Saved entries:
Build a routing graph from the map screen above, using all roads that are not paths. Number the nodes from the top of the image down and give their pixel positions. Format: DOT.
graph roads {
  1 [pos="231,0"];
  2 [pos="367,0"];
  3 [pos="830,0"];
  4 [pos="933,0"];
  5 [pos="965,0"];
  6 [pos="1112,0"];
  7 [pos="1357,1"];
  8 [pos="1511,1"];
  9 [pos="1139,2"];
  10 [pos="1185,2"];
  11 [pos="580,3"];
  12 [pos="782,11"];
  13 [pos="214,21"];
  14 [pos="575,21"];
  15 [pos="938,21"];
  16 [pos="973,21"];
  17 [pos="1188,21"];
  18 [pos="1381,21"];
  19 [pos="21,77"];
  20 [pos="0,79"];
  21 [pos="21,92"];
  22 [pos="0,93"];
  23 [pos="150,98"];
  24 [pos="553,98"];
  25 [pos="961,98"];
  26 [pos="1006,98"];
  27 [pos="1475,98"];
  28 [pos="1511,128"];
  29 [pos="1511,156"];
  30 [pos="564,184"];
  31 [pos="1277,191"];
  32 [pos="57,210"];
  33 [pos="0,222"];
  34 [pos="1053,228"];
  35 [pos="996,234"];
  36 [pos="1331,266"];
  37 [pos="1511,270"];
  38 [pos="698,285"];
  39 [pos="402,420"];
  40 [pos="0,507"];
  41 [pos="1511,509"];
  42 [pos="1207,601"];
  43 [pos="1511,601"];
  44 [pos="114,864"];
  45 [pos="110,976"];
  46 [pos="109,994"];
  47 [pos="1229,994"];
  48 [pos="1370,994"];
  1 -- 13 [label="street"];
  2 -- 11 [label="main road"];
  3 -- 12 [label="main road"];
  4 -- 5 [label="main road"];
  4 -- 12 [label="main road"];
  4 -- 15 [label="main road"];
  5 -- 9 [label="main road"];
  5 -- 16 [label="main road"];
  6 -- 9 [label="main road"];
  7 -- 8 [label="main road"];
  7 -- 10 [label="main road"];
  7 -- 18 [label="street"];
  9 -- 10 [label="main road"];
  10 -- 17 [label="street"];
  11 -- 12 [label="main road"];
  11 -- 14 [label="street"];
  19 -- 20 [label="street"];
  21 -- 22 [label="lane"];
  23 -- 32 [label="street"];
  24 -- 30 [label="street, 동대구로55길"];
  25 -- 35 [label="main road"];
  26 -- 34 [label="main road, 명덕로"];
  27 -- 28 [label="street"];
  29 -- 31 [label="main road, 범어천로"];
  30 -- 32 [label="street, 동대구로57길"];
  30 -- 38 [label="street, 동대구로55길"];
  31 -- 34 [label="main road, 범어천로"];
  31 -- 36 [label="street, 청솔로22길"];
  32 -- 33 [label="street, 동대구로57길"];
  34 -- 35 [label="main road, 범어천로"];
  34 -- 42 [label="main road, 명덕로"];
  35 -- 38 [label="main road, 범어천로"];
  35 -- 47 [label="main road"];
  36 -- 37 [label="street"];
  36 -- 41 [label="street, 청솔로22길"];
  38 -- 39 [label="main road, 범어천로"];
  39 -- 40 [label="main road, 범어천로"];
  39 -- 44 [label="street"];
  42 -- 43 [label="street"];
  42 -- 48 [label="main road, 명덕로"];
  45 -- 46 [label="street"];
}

§ **PROBLEM STATEMENT**
The data above must be repeated in its entirety, exactly as given.

§ **WRITTEN RESPONSE**
Build a routing graph from the map screen above, using all roads that are not paths. Number the nodes from the top of the image down and give their pixel positions. Format: DOT.
graph roads {
  1 [pos="231,0"];
  2 [pos="367,0"];
  3 [pos="830,0"];
  4 [pos="933,0"];
  5 [pos="965,0"];
  6 [pos="1112,0"];
  7 [pos="1357,1"];
  8 [pos="1511,1"];
  9 [pos="1139,2"];
  10 [pos="1185,2"];
  11 [pos="580,3"];
  12 [pos="782,11"];
  13 [pos="214,21"];
  14 [pos="575,21"];
  15 [pos="938,21"];
  16 [pos="973,21"];
  17 [pos="1188,21"];
  18 [pos="1381,21"];
  19 [pos="21,77"];
  20 [pos="0,79"];
  21 [pos="21,92"];
  22 [pos="0,93"];
  23 [pos="150,98"];
  24 [pos="553,98"];
  25 [pos="961,98"];
  26 [pos="1006,98"];
  27 [pos="1475,98"];
  28 [pos="1511,128"];
  29 [pos="1511,156"];
  30 [pos="564,184"];
  31 [pos="1277,191"];
  32 [pos="57,210"];
  33 [pos="0,222"];
  34 [pos="1053,228"];
  35 [pos="996,234"];
  36 [pos="1331,266"];
  37 [pos="1511,270"];
  38 [pos="698,285"];
  39 [pos="402,420"];
  40 [pos="0,507"];
  41 [pos="1511,509"];
  42 [pos="1207,601"];
  43 [pos="1511,601"];
  44 [pos="114,864"];
  45 [pos="110,976"];
  46 [pos="109,994"];
  47 [pos="1229,994"];
  48 [pos="1370,994"];
  1 -- 13 [label="street"];
  2 -- 11 [label="main road"];
  3 -- 12 [label="main road"];
  4 -- 5 [label="main road"];
  4 -- 12 [label="main road"];
  4 -- 15 [label="main road"];
  5 -- 9 [label="main road"];
  5 -- 16 [label="main road"];
  6 -- 9 [label="main road"];
  7 -- 8 [label="main road"];
  7 -- 10 [label="main road"];
  7 -- 18 [label="street"];
  9 -- 10 [label="main road"];
  10 -- 17 [label="street"];
  11 -- 12 [label="main road"];
  11 -- 14 [label="street"];
  19 -- 20 [label="street"];
  21 -- 22 [label="lane"];
  23 -- 32 [label="street"];
  24 -- 30 [label="street, 동대구로55길"];
  25 -- 35 [label="main road"];
  26 -- 34 [label="main road, 명덕로"];
  27 -- 28 [label="street"];
  29 -- 31 [label="main road, 범어천로"];
  30 -- 32 [label="street, 동대구로57길"];
  30 -- 38 [label="street, 동대구로55길"];
  31 -- 34 [label="main road, 범어천로"];
  31 -- 36 [label="street, 청솔로22길"];
  32 -- 33 [label="street, 동대구로57길"];
  34 -- 35 [label="main road, 범어천로"];
  34 -- 42 [label="main road, 명덕로"];
  35 -- 38 [label="main road, 범어천로"];
  35 -- 47 [label="main road"];
  36 -- 37 [label="street"];
  36 -- 41 [label="street, 청솔로22길"];
  38 -- 39 [label="main road, 범어천로"];
  39 -- 40 [label="main road, 범어천로"];
  39 -- 44 [label="street"];
  42 -- 43 [label="street"];
  42 -- 48 [label="main road, 명덕로"];
  45 -- 46 [label="street"];
}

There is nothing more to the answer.